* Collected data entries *
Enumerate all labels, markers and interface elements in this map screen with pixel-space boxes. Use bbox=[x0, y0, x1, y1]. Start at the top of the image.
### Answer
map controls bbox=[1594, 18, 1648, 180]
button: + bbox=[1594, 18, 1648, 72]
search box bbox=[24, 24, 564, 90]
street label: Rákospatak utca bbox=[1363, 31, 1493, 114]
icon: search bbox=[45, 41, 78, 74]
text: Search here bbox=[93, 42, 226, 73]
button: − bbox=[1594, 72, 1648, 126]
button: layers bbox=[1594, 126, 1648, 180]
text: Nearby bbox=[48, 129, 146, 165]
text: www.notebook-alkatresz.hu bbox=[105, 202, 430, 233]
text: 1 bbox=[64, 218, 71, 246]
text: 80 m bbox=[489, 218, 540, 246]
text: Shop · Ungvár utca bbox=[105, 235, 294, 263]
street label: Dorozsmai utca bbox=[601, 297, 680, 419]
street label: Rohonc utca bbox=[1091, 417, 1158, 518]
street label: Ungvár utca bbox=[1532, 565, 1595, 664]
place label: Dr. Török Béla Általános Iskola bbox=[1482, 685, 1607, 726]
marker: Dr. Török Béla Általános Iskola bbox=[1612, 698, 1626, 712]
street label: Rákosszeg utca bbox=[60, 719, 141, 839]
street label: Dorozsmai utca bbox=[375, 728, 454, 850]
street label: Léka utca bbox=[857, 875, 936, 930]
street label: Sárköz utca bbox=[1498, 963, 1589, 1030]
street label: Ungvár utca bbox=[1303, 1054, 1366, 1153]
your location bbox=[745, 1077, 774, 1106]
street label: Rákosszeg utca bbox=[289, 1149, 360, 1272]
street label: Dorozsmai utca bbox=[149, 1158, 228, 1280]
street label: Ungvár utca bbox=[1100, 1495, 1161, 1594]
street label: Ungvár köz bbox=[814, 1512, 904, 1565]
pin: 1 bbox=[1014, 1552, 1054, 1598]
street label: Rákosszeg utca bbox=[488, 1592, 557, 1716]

* Your objective *
The job here is to find each line above with the word "Iskola" and copy it.

* Output for this task *
place label: Dr. Török Béla Általános Iskola bbox=[1482, 685, 1607, 726]
marker: Dr. Török Béla Általános Iskola bbox=[1612, 698, 1626, 712]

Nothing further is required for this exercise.